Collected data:

╔══

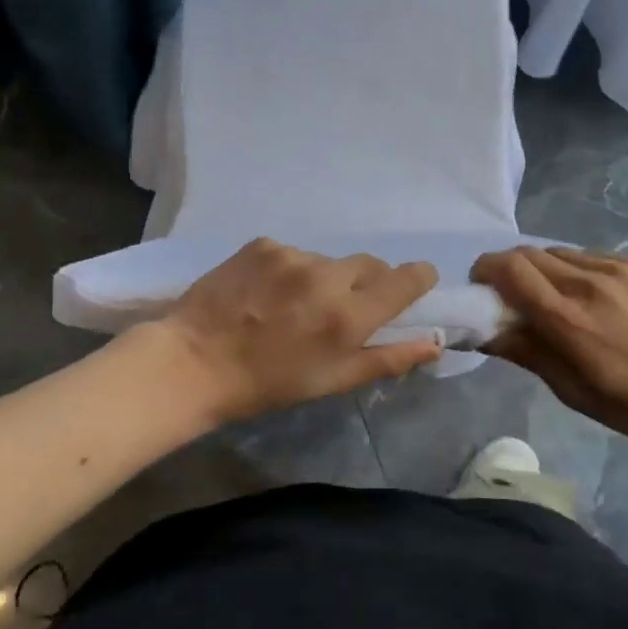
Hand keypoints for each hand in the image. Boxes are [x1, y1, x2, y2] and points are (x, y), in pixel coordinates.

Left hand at [153, 239, 441, 425]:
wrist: (193, 362)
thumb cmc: (267, 383)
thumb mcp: (332, 381)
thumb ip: (387, 358)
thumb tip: (434, 342)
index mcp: (348, 316)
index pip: (405, 279)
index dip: (418, 277)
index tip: (416, 282)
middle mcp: (326, 277)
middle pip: (369, 264)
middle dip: (367, 282)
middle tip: (342, 308)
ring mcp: (292, 255)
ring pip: (328, 260)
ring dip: (323, 278)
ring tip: (293, 305)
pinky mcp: (262, 244)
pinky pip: (292, 253)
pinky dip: (290, 270)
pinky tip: (266, 293)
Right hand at [472, 247, 627, 441]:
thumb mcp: (574, 391)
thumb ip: (527, 353)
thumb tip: (483, 332)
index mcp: (566, 317)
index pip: (509, 268)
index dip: (485, 270)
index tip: (480, 288)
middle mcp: (585, 282)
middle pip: (527, 252)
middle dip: (507, 268)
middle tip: (508, 294)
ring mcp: (615, 268)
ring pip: (558, 251)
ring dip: (540, 267)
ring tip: (551, 296)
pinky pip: (589, 256)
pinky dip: (573, 268)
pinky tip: (589, 295)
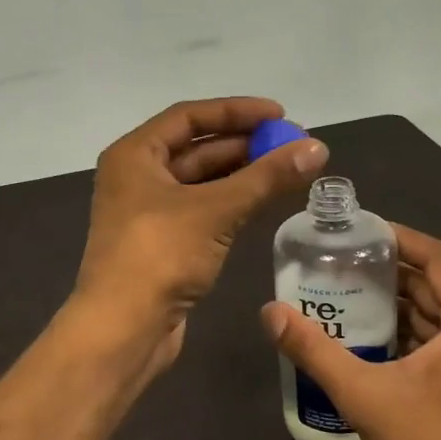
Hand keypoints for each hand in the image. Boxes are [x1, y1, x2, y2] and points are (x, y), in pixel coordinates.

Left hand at [76, 98, 328, 365]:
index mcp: (134, 155)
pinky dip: (231, 204)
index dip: (236, 111)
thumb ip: (266, 177)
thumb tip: (317, 148)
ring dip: (242, 176)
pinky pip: (202, 211)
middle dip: (245, 145)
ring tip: (289, 171)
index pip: (189, 116)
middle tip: (293, 146)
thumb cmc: (160, 255)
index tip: (280, 115)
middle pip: (196, 149)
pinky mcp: (163, 245)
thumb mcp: (216, 210)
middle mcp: (136, 177)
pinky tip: (264, 202)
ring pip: (201, 183)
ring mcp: (148, 213)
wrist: (123, 328)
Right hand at [260, 225, 440, 439]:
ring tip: (344, 289)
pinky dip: (403, 327)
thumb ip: (314, 350)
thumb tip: (270, 312)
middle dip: (388, 268)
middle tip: (340, 260)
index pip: (437, 257)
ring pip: (434, 311)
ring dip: (394, 299)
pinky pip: (436, 337)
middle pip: (434, 281)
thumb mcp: (362, 393)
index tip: (358, 230)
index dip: (399, 237)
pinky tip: (364, 333)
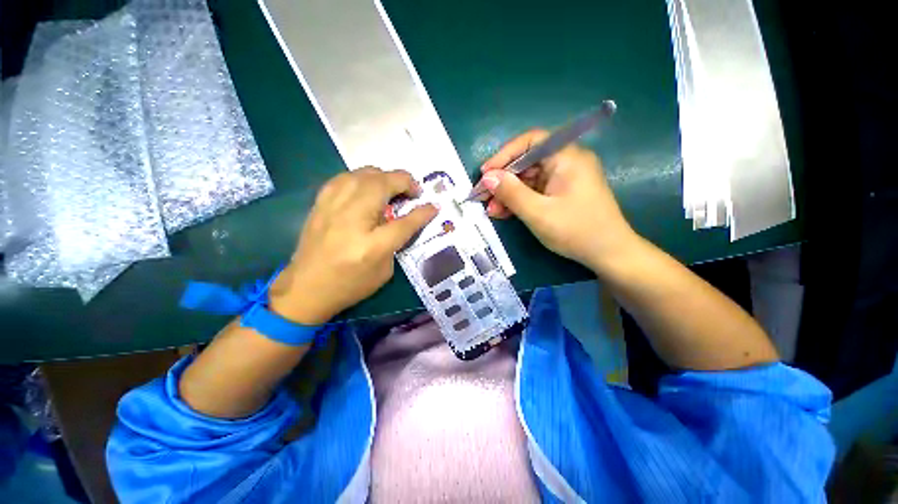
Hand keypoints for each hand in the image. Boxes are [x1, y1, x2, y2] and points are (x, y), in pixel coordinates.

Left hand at [270, 167, 436, 324]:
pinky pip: (344, 177)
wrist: (306, 289)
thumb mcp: (384, 271)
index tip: (434, 206)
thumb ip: (397, 242)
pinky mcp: (320, 203)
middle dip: (404, 182)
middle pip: (382, 184)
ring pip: (363, 173)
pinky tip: (367, 187)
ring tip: (392, 188)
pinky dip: (361, 178)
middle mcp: (352, 219)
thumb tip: (405, 219)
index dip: (423, 211)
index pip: (405, 221)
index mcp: (373, 244)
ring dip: (384, 176)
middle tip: (413, 193)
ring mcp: (333, 207)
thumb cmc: (350, 284)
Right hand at [479, 130, 635, 269]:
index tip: (485, 173)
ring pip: (528, 179)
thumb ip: (511, 193)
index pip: (530, 141)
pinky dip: (519, 200)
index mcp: (566, 157)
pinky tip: (504, 212)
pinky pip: (535, 191)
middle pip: (527, 162)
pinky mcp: (561, 193)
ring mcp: (564, 178)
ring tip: (491, 210)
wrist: (608, 253)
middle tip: (483, 196)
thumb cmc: (576, 231)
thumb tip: (487, 177)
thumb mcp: (538, 213)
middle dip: (503, 180)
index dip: (504, 155)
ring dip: (508, 193)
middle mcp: (566, 162)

╚══

[PROBLEM STATEMENT]:
Take the line above containing "index mcp: (134, 155)", the line containing "pinky tip: (364, 333)", and all lines in between, and copy them exactly without anything else.

[RESPONSE AREA]:
index mcp: (134, 155)
pinky dip: (231, 204)
index dip: (236, 111)
thumb ip: (266, 177)
thumb tip: (317, 148)
ring dip: (242, 176)
pinky pip: (202, 211)
middle dip: (245, 145)
ring tip: (289, 171)
index pip: (189, 116)
middle tip: (293, 146)
thumb cmc: (160, 255)
index tip: (280, 115)
middle pip: (196, 149)
pinky mcp: (163, 245)
thumb mcp: (216, 210)
middle mcp: (136, 177)
pinky tip: (264, 202)
ring pip: (201, 183)
ring mcp: (148, 213)
wrist: (123, 328)
Right hand at [260, 225, 440, 439]:
ring tip: (344, 289)
pinky dip: (403, 327)
thumb ip: (314, 350)
thumb tip: (270, 312)
middle dip: (388, 268)
middle tip: (340, 260)
index pip: (437, 257)
ring pip: (434, 311)
ring dip: (394, 299)
pinky pip: (436, 337)
middle pip: (434, 281)
thumb mcp: (362, 393)
index tip: (358, 230)
index dip: (399, 237)
pinky tip: (364, 333)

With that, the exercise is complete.